WASHINGTON, D.C. 20549
________________

FORM 8-K/A

AMENDMENT TO CURRENT REPORT
PURSUANT TO SECTION 13 OR 15(D) OF THE
SECURITIES EXCHANGE ACT OF 1934



Date of Report (Date of earliest event reported): January 4, 2005


WITS BASIN PRECIOUS MINERALS INC.
(Exact Name of Registrant as Specified in Charter)



Minnesota
(State or Other Jurisdiction of Incorporation)
1-12401
(Commission File Number)
84-1236619
(IRS Employer Identification No.)


80 South 8th Street, Suite 900
Minneapolis, Minnesota
(Address of Principal Executive Offices)
 
55402
(Zip Code)


612.349.5277
(Registrant’s telephone number, including area code)



 
(Former Name or Former Address, if Changed Since Last Report)



                    Check the appropriate box below if the Form 8-K filing is intended to simultaneously satisfy the filing obligation of the registrant under any of the following provisions:

o    Written communications pursuant to Rule 425 under the Securities Act (17 CFR 230.425)    
       
o    Soliciting material pursuant to Rule 14a-12 under the Exchange Act (17 CFR 240.14a-12)   
       
o    Pre-commencement communications pursuant to Rule 14d-2(b) under the Exchange Act (17 CFR 240.14d-2(b))    
       
o    Pre-commencement communications pursuant to Rule 13e-4(c) under the Exchange Act (17 CFR 240.13e-4(c))    
                 

 
     

 

Item 5.02 Departure of Directors or Principal Officers; Election of Directors; Appointment of Principal Officers.
 
(b) As previously disclosed in the Registrant’s Current Report on Form 8-K dated January 4, 2005 and filed January 10, 2005, Walter E. Brooks, 62, submitted his resignation for retirement from his position as a Director of the Registrant.
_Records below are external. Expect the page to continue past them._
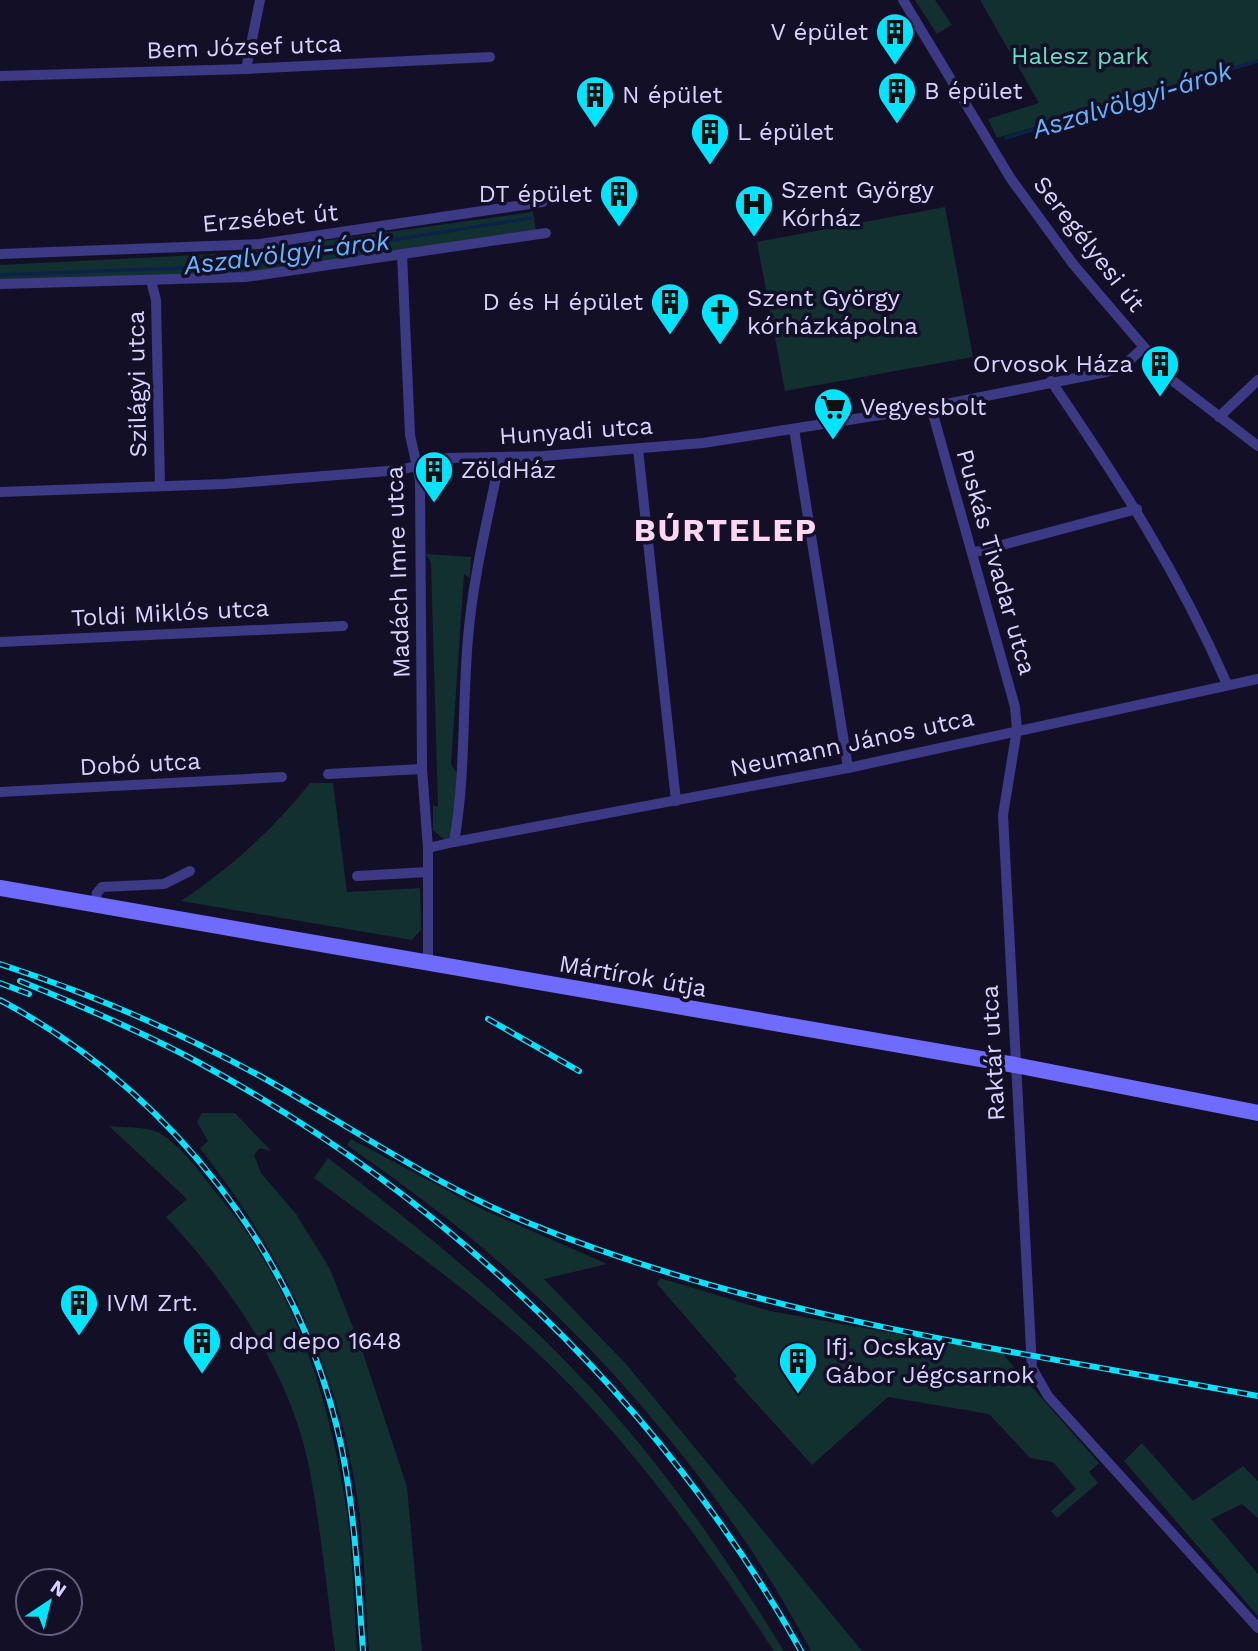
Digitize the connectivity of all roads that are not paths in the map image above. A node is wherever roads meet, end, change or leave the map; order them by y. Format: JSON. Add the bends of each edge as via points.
{"nodes":[{"id":1,"x":260,"y":0,"type":"edge"},
{"id":2,"x":903,"y":0,"type":"edge"},
{"id":3,"x":491,"y":57,"type":"dead end"},
{"id":4,"x":246,"y":69,"type":"junction"},
{"id":5,"x":0,"y":76,"type":"edge"},
{"id":6,"x":543,"y":202,"type":"dead end"},
{"id":7,"x":546,"y":233,"type":"dead end"},
{"id":8,"x":0,"y":254,"type":"edge"},
{"id":9,"x":402,"y":254,"type":"junction"},
{"id":10,"x":151,"y":281,"type":"junction"},
{"id":11,"x":0,"y":284,"type":"edge"},
{"id":12,"x":1143,"y":348,"type":"junction"},
{"id":13,"x":1258,"y":380,"type":"edge"},
{"id":14,"x":1051,"y":381,"type":"junction"},
{"id":15,"x":931,"y":407,"type":"junction"},
{"id":16,"x":1219,"y":417,"type":"junction"},
{"id":17,"x":794,"y":429,"type":"junction"},
{"id":18,"x":1258,"y":446,"type":"edge"},
{"id":19,"x":639,"y":449,"type":"junction"},
{"id":20,"x":500,"y":458,"type":"junction"},
{"id":21,"x":420,"y":468,"type":"junction"},
{"id":22,"x":160,"y":486,"type":"junction"},
{"id":23,"x":0,"y":492,"type":"edge"},
{"id":24,"x":1137,"y":509,"type":"junction"},
{"id":25,"x":972,"y":553,"type":"junction"},
{"id":26,"x":343,"y":626,"type":"dead end"},
{"id":27,"x":0,"y":642,"type":"edge"},
{"id":28,"x":1258,"y":679,"type":"edge"},
{"id":29,"x":1227,"y":684,"type":"junction"},
{"id":30,"x":1017,"y":729,"type":"junction"},
{"id":31,"x":848,"y":768,"type":"junction"},
{"id":32,"x":422,"y":769,"type":"junction"},
{"id":33,"x":328,"y":774,"type":"dead end"},
{"id":34,"x":282,"y":777,"type":"dead end"},
{"id":35,"x":0,"y":792,"type":"edge"},
{"id":36,"x":676,"y":801,"type":"junction"},
{"id":37,"x":454,"y":842,"type":"junction"},
{"id":38,"x":428,"y":848,"type":"junction"},
{"id":39,"x":190,"y":871,"type":"dead end"},
{"id":40,"x":428,"y":872,"type":"junction"},
{"id":41,"x":358,"y":876,"type":"dead end"},
{"id":42,"x":0,"y":888,"type":"edge"},
{"id":43,"x":95,"y":904,"type":"junction"},
{"id":44,"x":428,"y":962,"type":"junction"},
{"id":45,"x":1015,"y":1065,"type":"junction"},
{"id":46,"x":1258,"y":1113,"type":"edge"},
{"id":47,"x":1258,"y":1628,"type":"edge"}],
"edges":[{"from":1,"to":4,"type":"street"},
{"from":2,"to":12,"type":"street","name":"Seregélyesi út","via":[[1012,179],[1073,264]]},
{"from":3,"to":4,"type":"street","name":"Bem József utca"},
{"from":4,"to":5,"type":"street","name":"Bem József utca"},
{"from":6,"to":8,"type":"street","name":"Erzsébet út","via":[[260,244]]},
{"from":7,"to":9,"type":"street","name":"Erzsébet út"},
{"from":9,"to":10,"type":"street","name":"Erzsébet út","via":[[246,277]]},
{"from":9,"to":21,"type":"street","name":"Madách Imre utca","via":[[410,435]]},
{"from":10,"to":11,"type":"street","name":"Erzsébet út"},
{"from":10,"to":22,"type":"street","name":"Szilágyi utca","via":[[156,299]]},
{"from":12,"to":14,"type":"street","name":"Hunyadi utca","via":[[1121,368]]},
{"from":12,"to":16,"type":"street","name":"Seregélyesi út","via":[[1189,395]]},
{"from":13,"to":16,"type":"street"},
{"from":14,"to":15,"type":"street","name":"Hunyadi utca"},
{"from":14,"to":24,"type":"street"},
{"from":15,"to":17,"type":"street","name":"Hunyadi utca"},
{"from":15,"to":25,"type":"street","name":"Puskás Tivadar utca"},
{"from":16,"to":18,"type":"street","name":"Seregélyesi út"},
{"from":17,"to":19,"type":"street","name":"Hunyadi utca"},
{"from":17,"to":31,"type":"street"},
{"from":19,"to":20,"type":"street","name":"Hunyadi utca"},
{"from":19,"to":36,"type":"street"},
{"from":20,"to":21,"type":"street","name":"Hunyadi utca","via":[[447,458]]},
{"from":20,"to":37,"type":"street","via":[[468,637],[462,777]]},
{"from":21,"to":22,"type":"street","name":"Hunyadi utca"},
{"from":21,"to":32,"type":"street","name":"Madách Imre utca"},
{"from":22,"to":23,"type":"street","name":"Hunyadi utca"},
{"from":24,"to":25,"type":"street"},
{"from":24,"to":29,"type":"street","via":[[1198,617]]},
{"from":25,"to":30,"type":"street","name":"Puskás Tivadar utca","via":[[1015,707]]},
{"from":26,"to":27,"type":"street","name":"Toldi Miklós utca"},
{"from":28,"to":29,"type":"street","name":"Neumann János utca"},
{"from":29,"to":30,"type":"street","name":"Neumann János utca"},
{"from":30,"to":31,"type":"street","name":"Neumann János utca"},
{"from":30,"to":45,"type":"street","name":"Raktár utca","via":[[1003,815]]},
{"from":31,"to":36,"type":"street","name":"Neumann János utca"},
{"from":32,"to":33,"type":"street"},
{"from":32,"to":38,"type":"street","name":"Madách Imre utca"},
{"from":34,"to":35,"type":"street","name":"Dobó utca"},
{"from":36,"to":37,"type":"street","name":"Neumann János utca"},
{"from":37,"to":38,"type":"street"},
{"from":38,"to":40,"type":"street","name":"Madách Imre utca"},
{"from":39,"to":43,"type":"street","via":[[164,884],[102,887]]},
{"from":40,"to":41,"type":"street"},
{"from":40,"to":44,"type":"street","name":"Madách Imre utca"},
{"from":42,"to":43,"type":"street","name":"Mártírok útja"},
{"from":43,"to":44,"type":"street","name":"Mártírok útja"},
{"from":44,"to":45,"type":"street","name":"Mártírok útja"},
{"from":45,"to":46,"type":"street","name":"Mártírok útja"},
{"from":45,"to":47,"type":"street","name":"Raktár utca","via":[[1029,1354],[1034,1375]]}]}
The Registrant provided to Mr. Brooks a copy of the disclosures contained in the initial Form 8-K filed January 10, 2005. On January 12, 2005, Mr. Brooks furnished the Registrant with a letter stating that he has no disagreements with the statements contained in Item 5.02 of the Registrant’s Form 8-K filed January 10, 2005.
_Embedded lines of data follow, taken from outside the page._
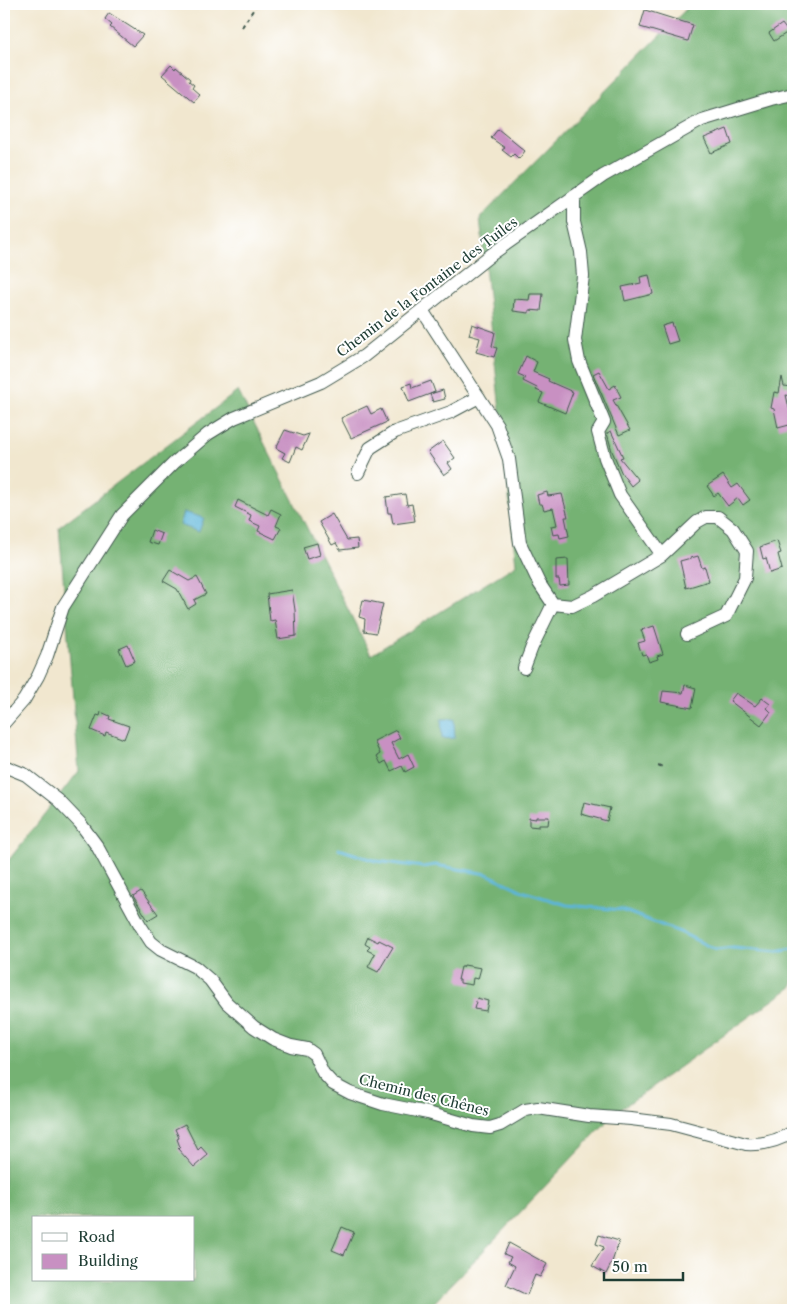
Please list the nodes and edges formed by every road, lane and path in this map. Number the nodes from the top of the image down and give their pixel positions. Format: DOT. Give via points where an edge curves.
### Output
graph roads {
  1 [pos="257,4"];
  2 [pos="242,27"];
  3 [pos="793,94"];
  4 [pos="574,196"];
  5 [pos="422,310"];
  6 [pos="479,397"];
  7 [pos="358,473"];
  8 [pos="662,555"];
  9 [pos="552,604"];
  10 [pos="687,634"];
  11 [pos="524,668"];
  12 [pos="4,723"];
  13 [pos="658,764"];
  14 [pos="4,766"];
  15 [pos="664,768"];
  16 [pos="793,1132"];
  1 -- 2 [label="path"];
  3 -- 4 [label="street, Chemin de la Fontaine des Tuiles" via="702,120"];
  4 -- 5 [label="street, Chemin de la Fontaine des Tuiles" via="492,254"];
  4 -- 8 [label="street" via="574,222 583,276 574,340 579,361 604,422 598,432 620,495"];
  5 -- 6 [label="street"];
  5 -- 12 [label="street, Chemin de la Fontaine des Tuiles" via="364,356 322,382 234,418 208,434 174,463 122,515 63,607 38,676 24,700"];
  6 -- 7 [label="street" via="451,412 395,432 370,448"];
  6 -- 9 [label="street" via="497,425 509,459 520,544"];
  8 -- 9 [label="street" via="572,606"];
  8 -- 10 [label="street" via="706,517 718,517 733,529 747,551 745,578 726,616"];
  9 -- 11 [label="street"];
  13 -- 15 [label="path"];
  14 -- 16 [label="street, Chemin des Chênes" via="26,775 58,800 80,823 97,846 151,942 195,967 210,980 226,1003 254,1027 272,1039 314,1054 322,1074 350,1093 490,1128 525,1110 538,1108 671,1124 746,1144 771,1142"];
}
The Board of Directors has not yet filled the vacancy resulting from Mr. Brooks’ retirement.
 
The foregoing is qualified in its entirety by reference to the Letter, which are being filed as Exhibit 16.1 to this Current Report on Form 8-K/A and is incorporated herein by reference.
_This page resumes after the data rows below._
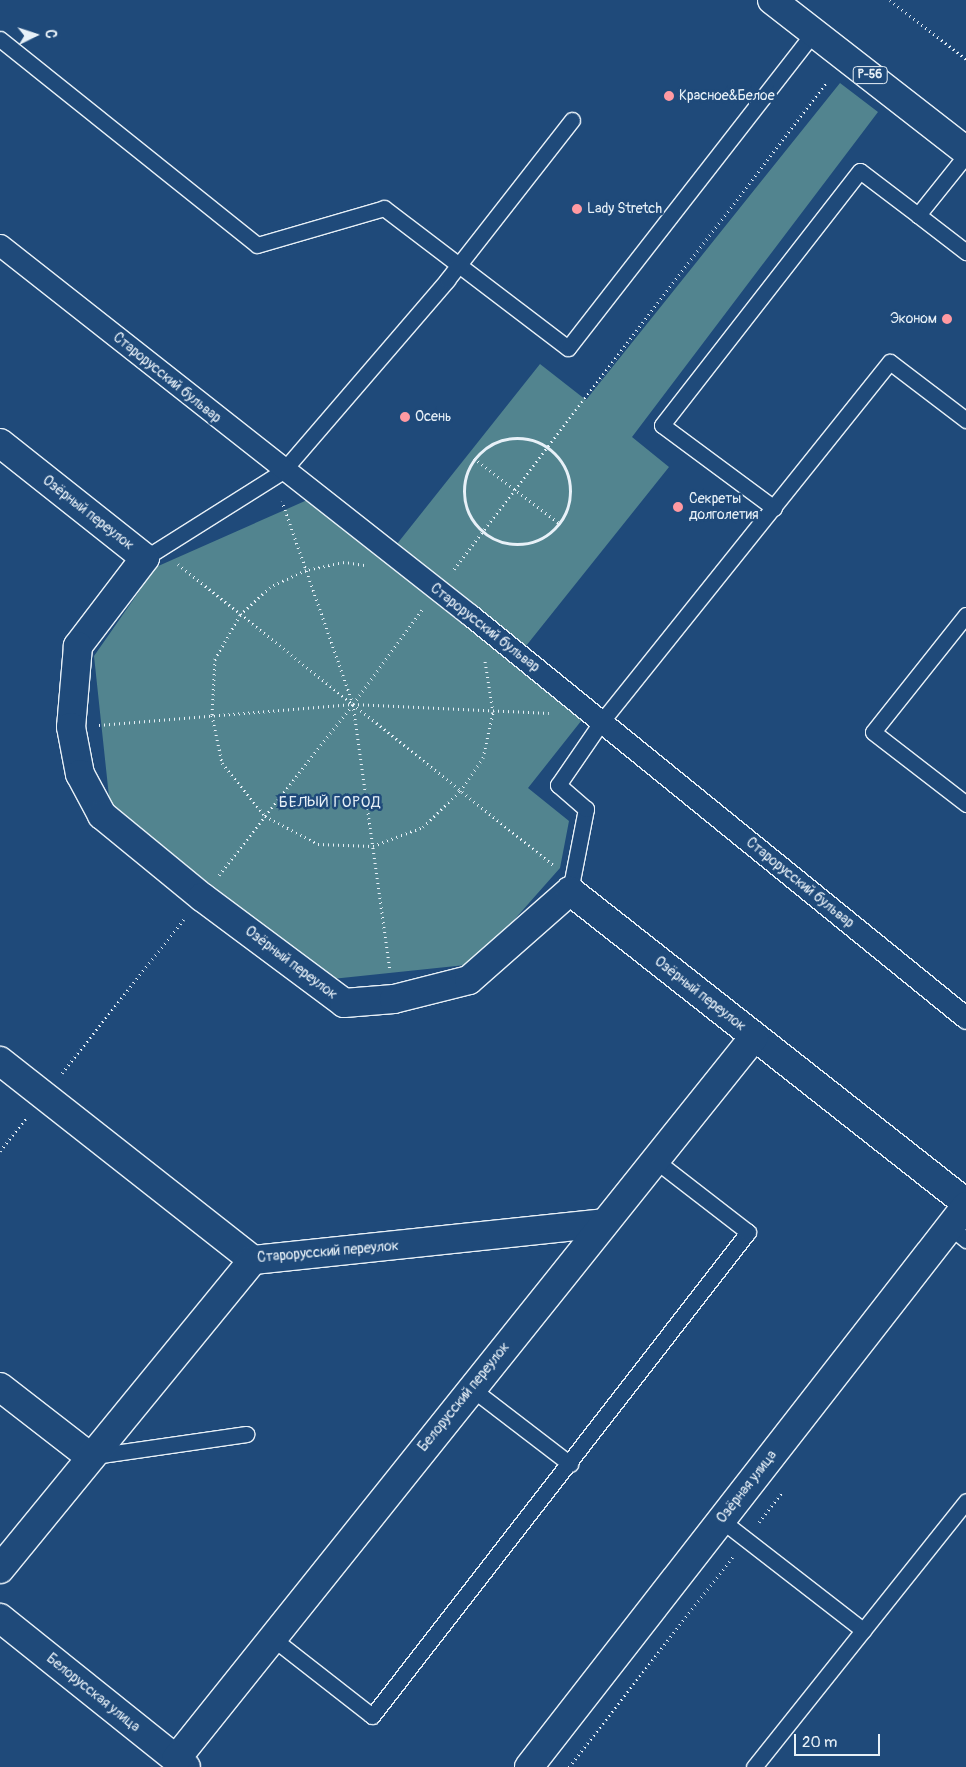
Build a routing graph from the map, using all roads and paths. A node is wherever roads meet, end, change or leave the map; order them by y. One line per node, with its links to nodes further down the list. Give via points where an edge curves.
1 (772, 0): 3 (street, Р-56)
2 (890, 0): 5 (path)
3 (814, 32): 8 (street, Р-56); 12 (lane, via 568,348)
4 (0, 39): 12 (lane, via 257,246 384,208)
5 (966, 59)
6 (826, 83): 15 (path)
7 (572, 120): 12 (lane)
8 (966, 153): 9 (lane)
9 (918, 215): 11 (lane); 19 (lane, via 860,171 662,425)
10 (0, 245): 17 (street, Старорусский бульвар)
11 (966, 252)
12 (459, 264): 17 (lane)
13 (966, 420): 19 (lane, via 890,362)
14 (0, 443): 22 (street, Озёрный переулок)
15 (550, 448): 16 (path, via 528,438 505,438); 18 (path); 20 (path, via 566,470 570,488)
16 (474, 458): 18 (path); 21 (path, via 463,485 464,503)
17 (279, 474): 22 (lane); 24 (path); 25 (street, Старорусский бульвар)
18 (516, 490): 20 (path); 21 (path)
19 (774, 508): 32 (lane)
20 (559, 524): 21 (path, via 543,537 522,544 505,543)
21 (483, 533): 25 (path)
22 (153, 554): 26 (path); 33 (street, Озёрный переулок, via 78,646)
23 (371, 566): 24 (path, via 344,562)
24 (306, 570): 26 (path, via 270,587); 29 (path)
25 (437, 590): 29 (path); 32 (street, Старорусский бульвар)
26 (240, 615): 29 (path); 31 (path, via 214,659)
27 (966, 616): 35 (lane, via 873,732)
28 (484, 658): 30 (path)
29 (353, 704): 30 (path); 31 (path); 34 (path); 36 (path); 37 (path)
30 (493, 712): 32 (path); 34 (path, via 483,758)
31 (212, 716): 33 (path); 36 (path, via 222,763)
32 (597, 718): 38 (lane, via 558,785 586,809); 41 (street, Старорусский бульвар)
33 (71, 727): 39 (street, Озёрный переулок, via 80,774 102,816)
34 (460, 791): 37 (path, via 423,827); 38 (path)
35 (966, 804)
36 (264, 816): 37 (path, via 318,844); 39 (path)
37 (373, 846): 40 (path)
38 (571, 885): 40 (street, Озёрный переулок, via 469,980); 42 (street, Озёрный переулок)
39 (202, 896): 40 (street, Озёрный переулок, via 344,1003); 44 (path)
40 (394, 999)
41 (966, 1018)
42 (754, 1037): 46 (street, Белорусский переулок); 47 (street, Озёрный переулок)
43 (0, 1061): 44 (street, Старорусский переулок)
44 (44, 1095): 45 (path); 50 (street, Старорусский переулок)
45 (0, 1151)
46 (655, 1160): 48 (street, Белорусский переулок); 55 (lane, via 748,1232)
47 (966, 1203)
48 (604, 1224): 50 (street, Старорусский переулок); 52 (street, Белорусский переулок)
49 (961, 1225): 57 (street, Озёрная улица)
50 (253, 1260): 54 (street)
51 (0, 1387): 54 (street)
52 (471, 1388): 55 (lane); 61 (street, Белорусский переулок)
53 (246, 1434): 54 (lane)
54 (89, 1456): 58 (street)
55 (570, 1464): 61 (lane, via 372,1716)
56 (966, 1501): 60 (lane)
57 (722, 1520): 60 (lane); 63 (street, Озёрная улица)
58 (0, 1569)
59 (0, 1618): 62 (street, Белорусская улица)
60 (863, 1630): 64 (lane)
61 (271, 1638): 62 (street, Белорусский переулок)
62 (177, 1764)
63 (529, 1767)
64 (754, 1767)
Item 9.01.   Financial Statements and Exhibits.

(c)      Exhibits:

Exhibit
Description of Document
   
16.1
Letter from Walter E. Brooks dated January 11, 2005


SIGNATURES

Pursuant to the requirements of the Securities and Exchange Act of 1934, the Registrant has duly caused this report to be signed on its behalf by the undersigned hereunto duly authorized.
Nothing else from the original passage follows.